À la recherche de cette affaire idoine, son équipe s’efforce de trouver l’animal, les circonstances et le juge qui seraient le plus favorables à un changement de jurisprudence. Cette démarche n’a pour l’heure pas été couronnée de succès, tant elle est audacieuse ; elle retient néanmoins l’attention par son caractère professionnel et rationalisé (voir les explications fournies par le groupement dans l’espace « litigation » du Nonhuman Rights Project).

Elle illustre en outre parfaitement ce mouvement, à l’œuvre un peu partout, de judiciarisation de la cause animale.

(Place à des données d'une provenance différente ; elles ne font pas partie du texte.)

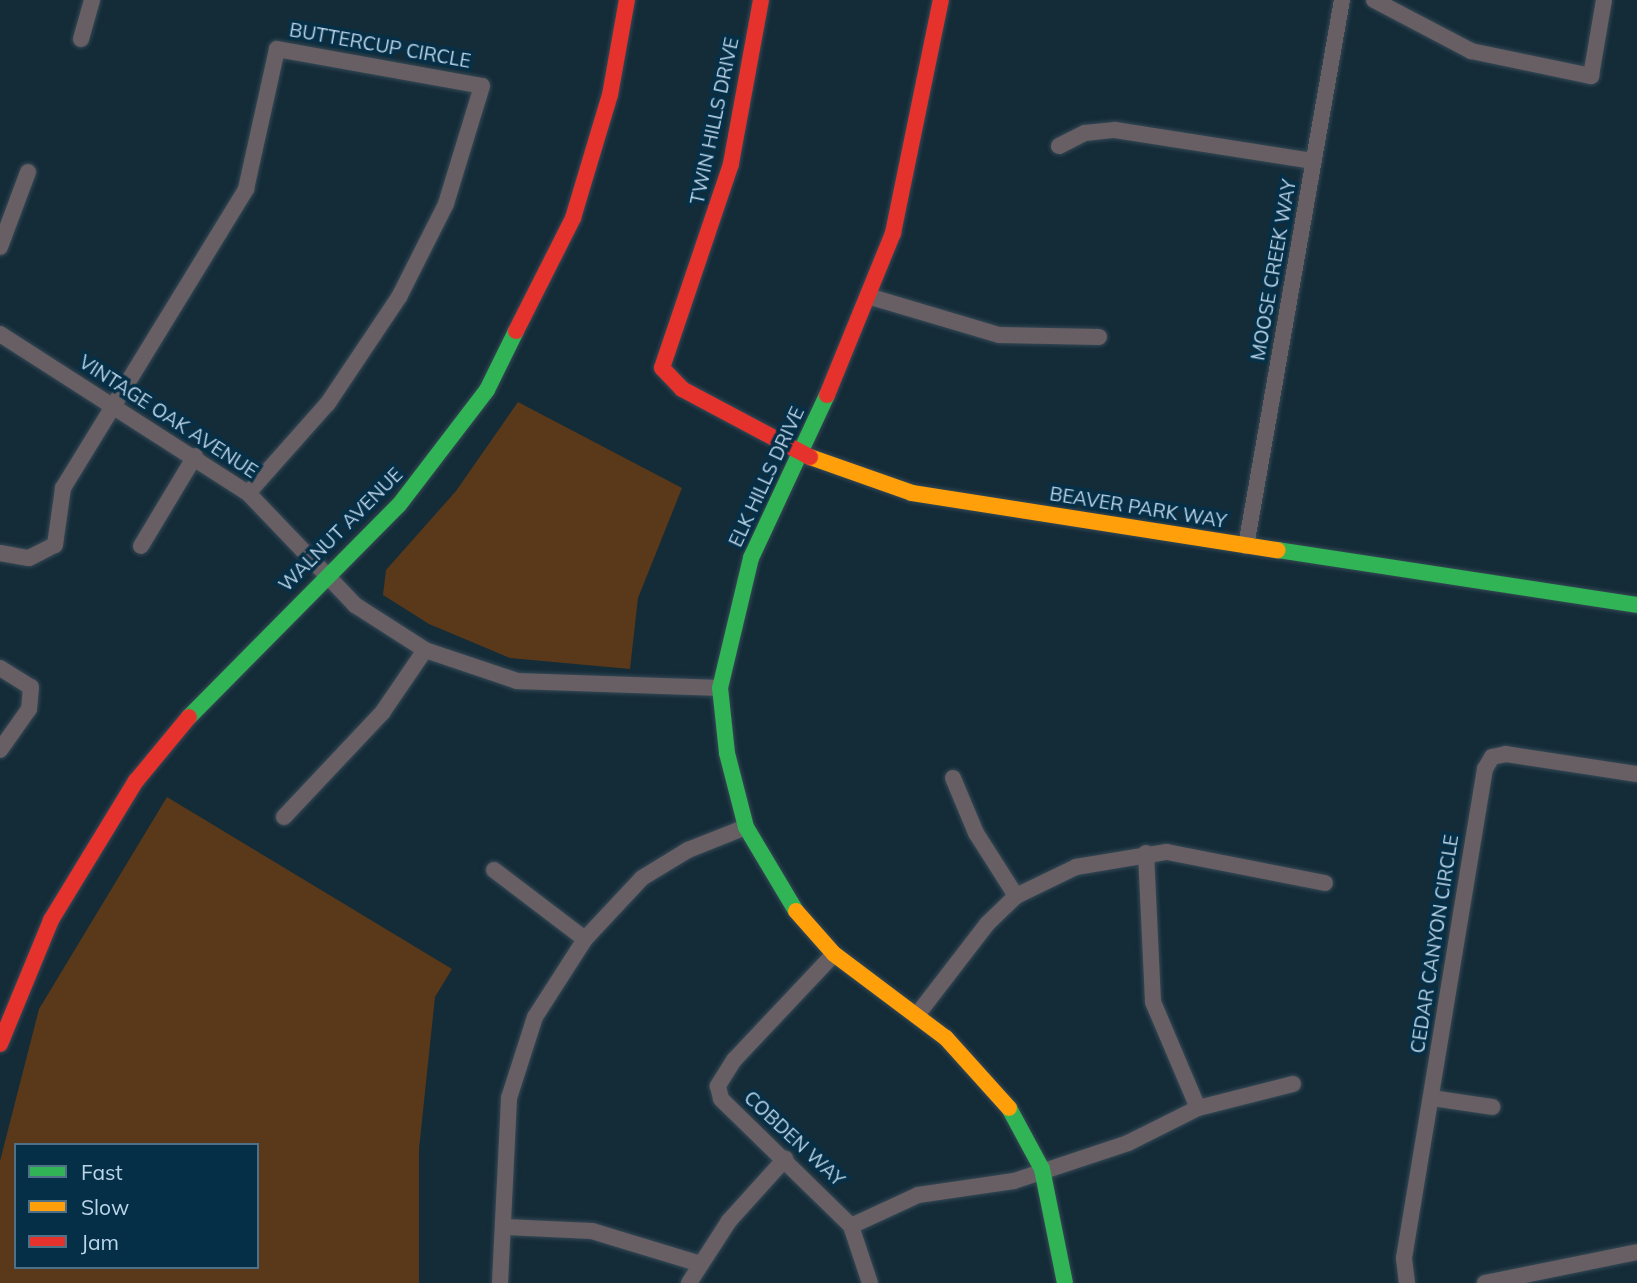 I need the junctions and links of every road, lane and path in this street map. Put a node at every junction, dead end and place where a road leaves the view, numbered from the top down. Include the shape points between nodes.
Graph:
1 (92, 0) edge
2 (627, 0) edge
3 (761, 0) edge
4 (941, 0) edge
5 (1342, 0) edge
6 (1374, 0) edge
7 (1604, 0) edge
8 (81, 39) dead end
9 (1059, 146) dead end
10 (1314, 161) junction
11 (28, 172) dead end
12 (0, 247) edge
13 (871, 297) junction
14 (0, 334) edge
15 (1099, 337) dead end
16 (662, 368) joint
17 (115, 405) junction
18 (803, 455) junction
19 (195, 456) junction
20 (248, 493) junction
21 (141, 546) dead end
22 (1246, 546) junction
23 (0, 553) edge
24 (328, 577) junction
25 (1637, 606) edge
26 (425, 650) junction
27 (0, 668) edge
28 (720, 688) junction
29 (0, 750) edge
30 (1637, 775) edge
31 (953, 778) dead end
32 (284, 817) dead end
33 (746, 827) junction
34 (1146, 853) junction
35 (494, 870) dead end
36 (1325, 883) dead end
37 (1016, 896) junction
38 (585, 939) junction
39 (834, 954) junction
40 (917, 1015) junction
41 (0, 1044) edge
42 (1293, 1084) dead end
43 (1432, 1098) junction
44 (1492, 1107) dead end
45 (1198, 1108) junction
46 (785, 1158) junction
47 (1042, 1169) junction
48 (851, 1226) junction
49 (505, 1227) junction
50 (1637, 1252) edge
51 (697, 1263) junction
52 (500, 1283) edge
53 (689, 1283) edge
54 (870, 1283) edge
55 (1065, 1283) edge
56 (1407, 1283) edge
57 (1485, 1283) edge

1 - 8 street
2 - 24 street, WALNUT AVENUE via 589,172 525,324 430,468
3 - 16 street, TWIN HILLS DRIVE via 731,164
4 - 13 street, ELK HILLS DRIVE via 910,167
5 - 10 street, MOOSE CREEK WAY
6 - 7 street via 1471,51 1591,76
9 - 10 street via 1086,133 1115,130
10 - 22 street, MOOSE CREEK WAY
11 - 12 street
13 - 15 street via 999,335
13 - 18 street, ELK HILLS DRIVE
14 - 17 street, VINTAGE OAK AVENUE
16 - 18 street, BEAVER PARK WAY via 682,389
17 - 19 street, VINTAGE OAK AVENUE
17 - 20 street, BUTTERCUP CIRCLE via 246,189 277,49 482,86 446,204 399,297 328,403
17 - 23 street via 63,488 55,545 29,558
18 - 22 street, BEAVER PARK WAY via 912,493
18 - 28 street, ELK HILLS DRIVE via 747,570
19 - 20 street, VINTAGE OAK AVENUE
19 - 21 street
20 - 24 street, VINTAGE OAK AVENUE
22 - 25 street, BEAVER PARK WAY
24 - 26 street, VINTAGE OAK AVENUE via 355,605
24 - 41 street, WALNUT AVENUE via 216,683 136,781 51,920
26 - 28 street, VINTAGE OAK AVENUE via 517,681
26 - 32 street via 382,713
27 - 29 street via 31,687 29,709
28 - 33 street, ELK HILLS DRIVE via 727,753
30 - 43 street, CEDAR CANYON CIRCLE via 1520,754 1492,757 1482,782
31 - 37 street via 976,833
33 - 38 street via 688,850 642,878
33 - 39 street, ELK HILLS DRIVE via 786,901
34 - 36 street via 1192,855
34 - 37 street via 1076,867
34 - 45 street via 1153,1002
35 - 38 street
37 - 40 street via 987,924
38 - 49 street via 559,972 520,1056 505,1145
39 - 40 street, ELK HILLS DRIVE
39 - 46 street, COBDEN WAY via 734,1060 718,1086 721,1099
40 - 47 street, ELK HILLS DRIVE via 979,1069 1010,1109
42 - 45 street
43 - 44 street
43 - 56 street, CEDAR CANYON CIRCLE via 1404,1258
45 - 47 street via 1128,1143
46 - 48 street, COBDEN WAY
46 - 51 street
47 - 48 street via 1014,1181 918,1195
47 - 55 street, ELK HILLS DRIVE
48 - 54 street
49 - 51 street via 592,1231
49 - 52 street
50 - 57 street
51 - 53 street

Conférence TED de Steven Wise sur les droits des animaux (2015).

Des actions efficaces appelées à se développer

Pour les organisations animalistes, le recours au juge est complémentaire à d’autres formes d’action plus classiques que sont l’information du public, le lobbying, l’appel au boycott ou l’organisation de manifestations. Nul doute qu’il est appelé à poursuivre son développement, tant il est de nature à produire un résultat efficace.

Il permet en effet, ni plus ni moins, de changer le droit, et souvent de façon durable. Un procédé préjudiciable aux animaux est autorisé (le gavage, la chasse) ; par l’intervention du juge, il devient interdit. Le droit change ainsi par le recours au tribunal, sans passer par la voie législative ni l’action administrative.

De façon plus spécifique (et ancienne), l’utilisation de la voie judiciaire participe à l’effectivité des dispositions pénales incriminant les actes de cruauté ou de maltraitance. Les associations assurent en effet une mission de vigilance sur les personnes utilisant des animaux, tels les exploitants agricoles et les laboratoires. En ayant le pouvoir, à tout moment, de porter plainte ou de se constituer partie civile, elles les obligent à un respect scrupuleux de la réglementation.

On relèvera, pour terminer, que la possibilité de saisir le juge pour assurer la défense d’animaux n’est plus seulement le fait d’individus ou de groupements. De telles actions peuvent aussi être mises en œuvre par un État mettant en cause les pratiques commises par un autre État. Ceci s’est produit, à une reprise au moins, à propos de la chasse à la baleine. L’Australie a en effet saisi la Cour internationale de justice en 2010 pour faire constater que le Japon violait le moratoire de 1982 l’ayant interdit. Dans une décision rendue le 31 mars 2014, la Cour a reconnu la violation du moratoire et rappelé au Japon ses obligations.

Ce précédent a toutefois vocation à demeurer isolé car, d’un point de vue diplomatique, il demeure délicat pour un État d’attaquer en justice un autre État. La judiciarisation de la cause animale demeurera l’affaire de groupements privés et non d’acteurs étatiques.